Stored data
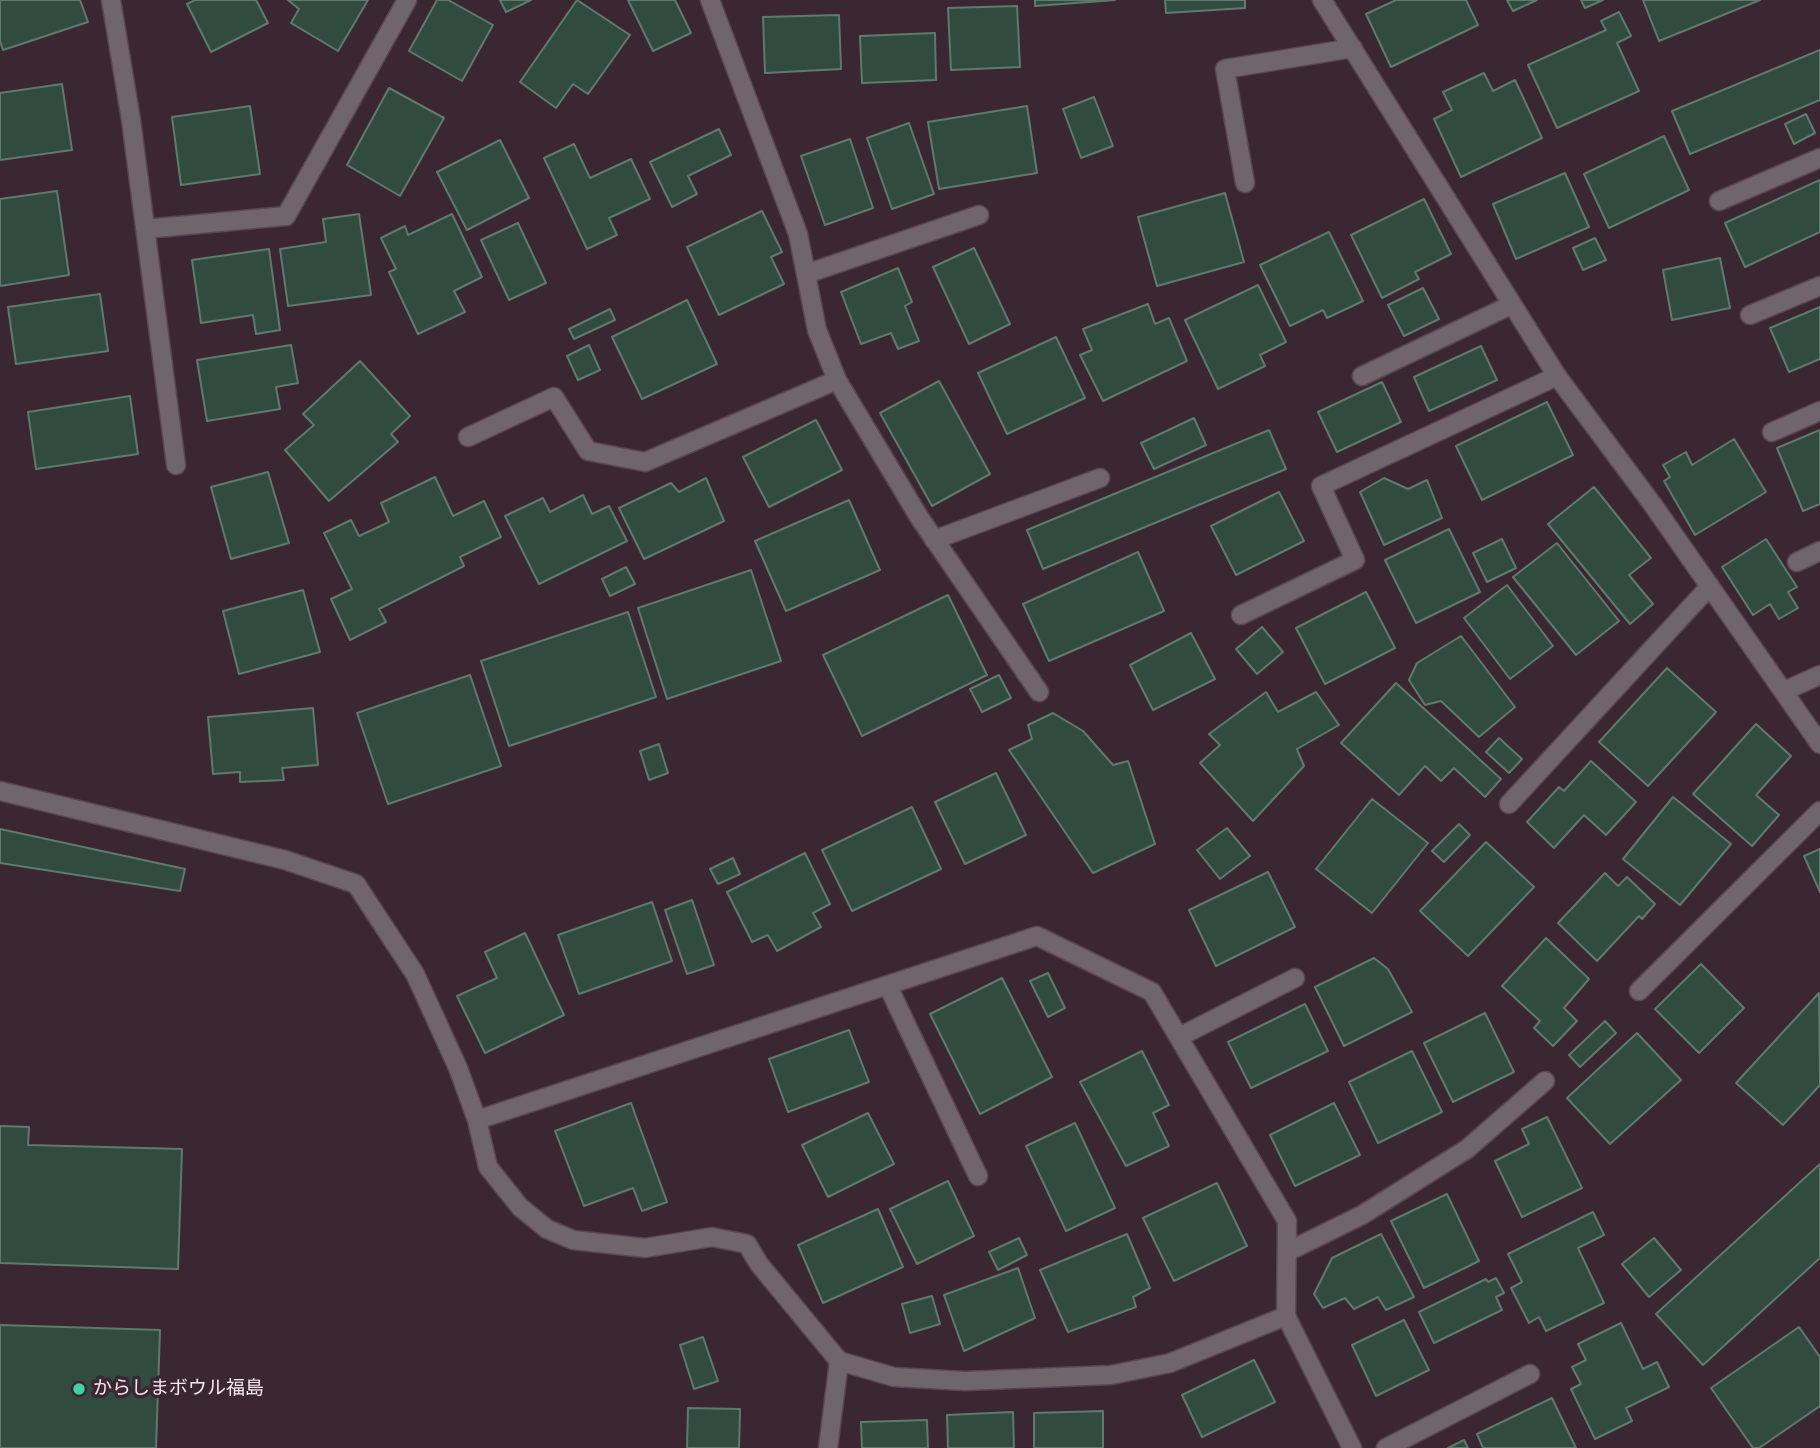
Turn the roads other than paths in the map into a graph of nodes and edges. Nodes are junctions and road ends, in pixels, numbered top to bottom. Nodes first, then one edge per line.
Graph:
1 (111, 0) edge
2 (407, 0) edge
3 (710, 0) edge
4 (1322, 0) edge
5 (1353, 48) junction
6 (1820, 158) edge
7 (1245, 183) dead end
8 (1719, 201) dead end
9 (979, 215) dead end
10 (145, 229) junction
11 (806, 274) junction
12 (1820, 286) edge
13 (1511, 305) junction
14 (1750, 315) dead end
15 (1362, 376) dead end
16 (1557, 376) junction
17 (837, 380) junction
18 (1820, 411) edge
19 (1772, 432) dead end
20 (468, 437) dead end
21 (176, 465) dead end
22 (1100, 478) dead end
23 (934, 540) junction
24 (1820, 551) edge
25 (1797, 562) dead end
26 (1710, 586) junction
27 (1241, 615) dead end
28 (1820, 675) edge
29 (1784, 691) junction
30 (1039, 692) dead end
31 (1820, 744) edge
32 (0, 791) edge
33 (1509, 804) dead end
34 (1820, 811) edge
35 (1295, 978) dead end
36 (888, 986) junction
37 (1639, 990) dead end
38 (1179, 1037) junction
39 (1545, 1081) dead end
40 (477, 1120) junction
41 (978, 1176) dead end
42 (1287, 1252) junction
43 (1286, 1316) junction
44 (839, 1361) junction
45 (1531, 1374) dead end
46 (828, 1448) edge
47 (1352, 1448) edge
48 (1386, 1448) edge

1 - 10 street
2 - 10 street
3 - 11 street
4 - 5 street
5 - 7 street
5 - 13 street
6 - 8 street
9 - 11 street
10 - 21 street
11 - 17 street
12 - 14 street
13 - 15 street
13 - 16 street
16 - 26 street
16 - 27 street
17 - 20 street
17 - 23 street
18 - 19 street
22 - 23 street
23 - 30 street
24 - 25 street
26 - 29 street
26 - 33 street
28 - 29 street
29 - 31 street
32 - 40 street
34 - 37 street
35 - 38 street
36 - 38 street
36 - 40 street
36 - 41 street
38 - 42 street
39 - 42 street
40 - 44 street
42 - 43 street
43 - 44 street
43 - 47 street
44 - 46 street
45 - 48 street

▶ [WORK INSTRUCTION]
Pictures must not appear in the copy, and every record must be restated word for word.

▶ [OUTPUT]
Turn the roads other than paths in the map into a graph of nodes and edges. Nodes are junctions and road ends, in pixels, numbered top to bottom. Nodes first, then one edge per line.
Graph:
1 (111, 0) edge
2 (407, 0) edge
3 (710, 0) edge
4 (1322, 0) edge
5 (1353, 48) junction
6 (1820, 158) edge
7 (1245, 183) dead end
8 (1719, 201) dead end
9 (979, 215) dead end
10 (145, 229) junction
11 (806, 274) junction
12 (1820, 286) edge
13 (1511, 305) junction
14 (1750, 315) dead end
15 (1362, 376) dead end
16 (1557, 376) junction
17 (837, 380) junction
18 (1820, 411) edge
19 (1772, 432) dead end
20 (468, 437) dead end
21 (176, 465) dead end
22 (1100, 478) dead end
23 (934, 540) junction
24 (1820, 551) edge
25 (1797, 562) dead end
26 (1710, 586) junction
27 (1241, 615) dead end
28 (1820, 675) edge
29 (1784, 691) junction
30 (1039, 692) dead end
31 (1820, 744) edge
32 (0, 791) edge
33 (1509, 804) dead end
34 (1820, 811) edge
35 (1295, 978) dead end
36 (888, 986) junction
37 (1639, 990) dead end
38 (1179, 1037) junction
39 (1545, 1081) dead end
40 (477, 1120) junction
41 (978, 1176) dead end
42 (1287, 1252) junction
43 (1286, 1316) junction
44 (839, 1361) junction
45 (1531, 1374) dead end
46 (828, 1448) edge
47 (1352, 1448) edge
48 (1386, 1448) edge

1 - 10 street
2 - 10 street
3 - 11 street
4 - 5 street
5 - 7 street
5 - 13 street
6 - 8 street
9 - 11 street
10 - 21 street
11 - 17 street
12 - 14 street
13 - 15 street
13 - 16 street
16 - 26 street
16 - 27 street
17 - 20 street
17 - 23 street
18 - 19 street
22 - 23 street
23 - 30 street
24 - 25 street
26 - 29 street
26 - 33 street
28 - 29 street
29 - 31 street
32 - 40 street
34 - 37 street
35 - 38 street
36 - 38 street
36 - 40 street
36 - 41 street
38 - 42 street
39 - 42 street
40 - 44 street
42 - 43 street
43 - 44 street
43 - 47 street
44 - 46 street
45 - 48 street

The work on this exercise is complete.